Consumers who visit these venues tend to come in bigger groups, they stay longer and they consume more alcohol beverages, according to a Nielsen on-premise survey conducted this spring. These types of experiential venues appeal to about 70% of 21- to 34-year-olds, and nearly three in four people who visit these venues consume alcohol beverages. On top of that, they purchase on average 3.4 drinks per visit, compared with just 1.9 at casual dining restaurants, data show.
Reaching these drinkers – the legal-age millennials and Gen Z members – is widely viewed as critical for large beer companies facing widespread declines in the beer category. Fewer of them are choosing alcohol and a higher percentage of those who do drink are not drinking beer, Nielsen data analyzed by MillerCoors show.
“If we don’t get drinkers into beer after they turn age 21, they’ll go straight to spirits,” Jamieson says. “We need to find new ways to bring them into our categories and our brands, and we think there’s a huge opportunity in this channel."
MillerCoors is working with distributors and operators to generate more interest in its brands via strategies that include consumer giveaways, competitive pricing and enhanced visual displays.
The rise of this so-called experiential channel has come in parallel to an explosion in craft brewery taprooms, both of which are sucking away traffic from traditional bars, long the strongholds of big beer brands like Coors Light, Miller Lite and Bud Light.

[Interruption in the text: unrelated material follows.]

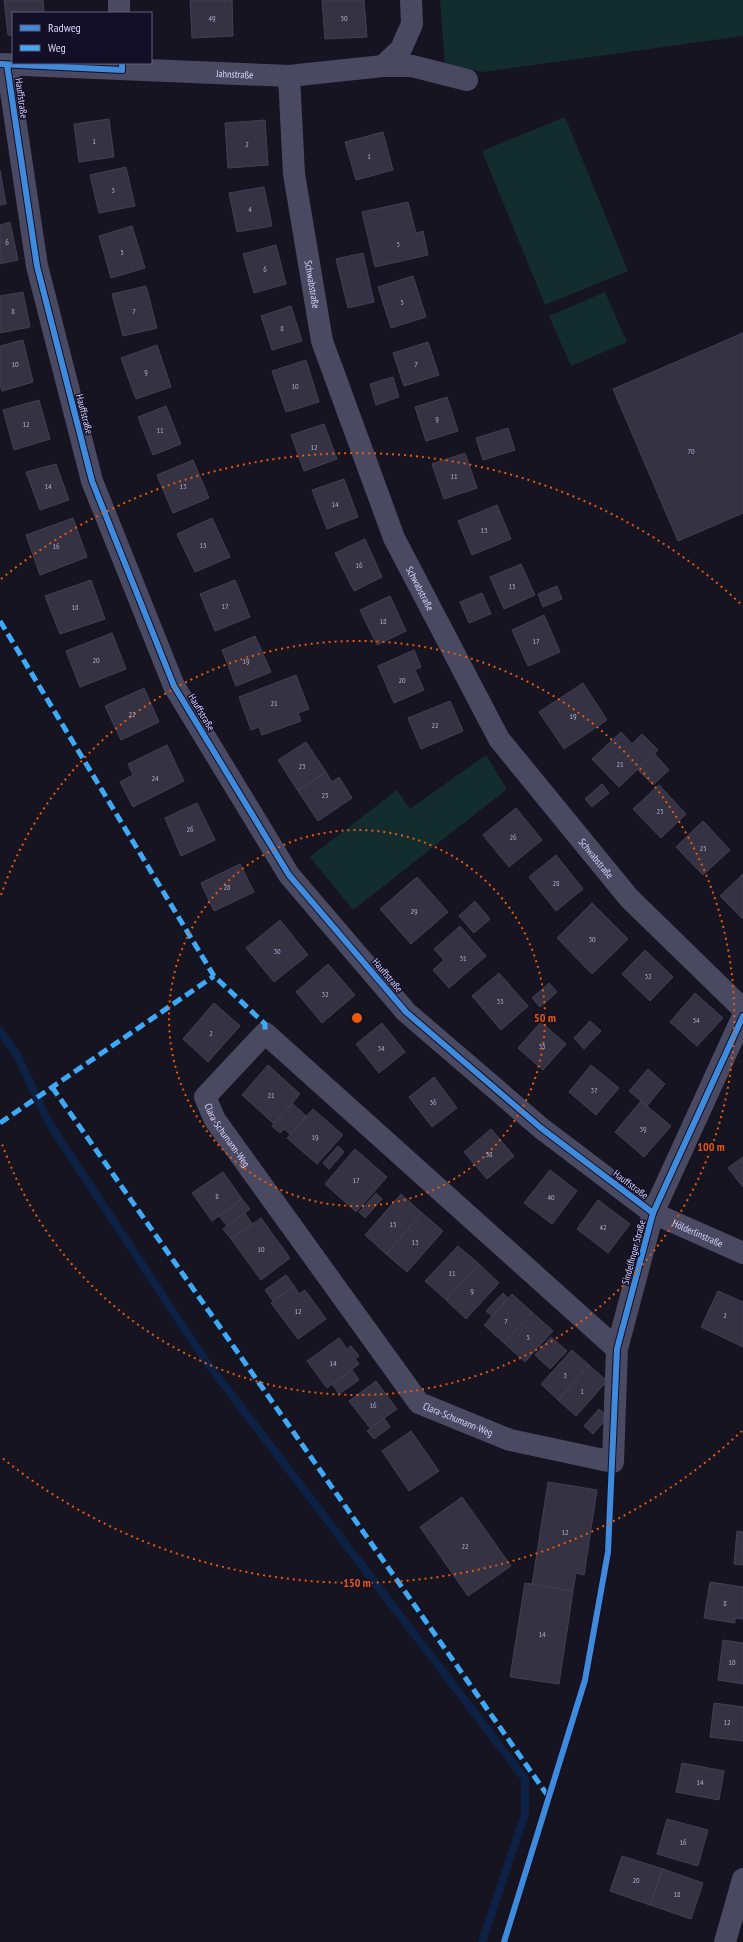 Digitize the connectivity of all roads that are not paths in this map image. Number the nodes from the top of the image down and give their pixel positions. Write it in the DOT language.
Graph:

MillerCoors sees promise for its bigger brands in these venues in part because of their appeal to a younger legal drinking-age demographic as well as the longer length of time drinkers spend in them.
“With taprooms for the most part being inaccessible for many of our brands, we see this as a huge opportunity to really engage with these consumers,” Jamieson says. She points to one of the goals of MillerCoors CMO Michelle St. Jacques: “We need to build more brands that people want to hang out with.”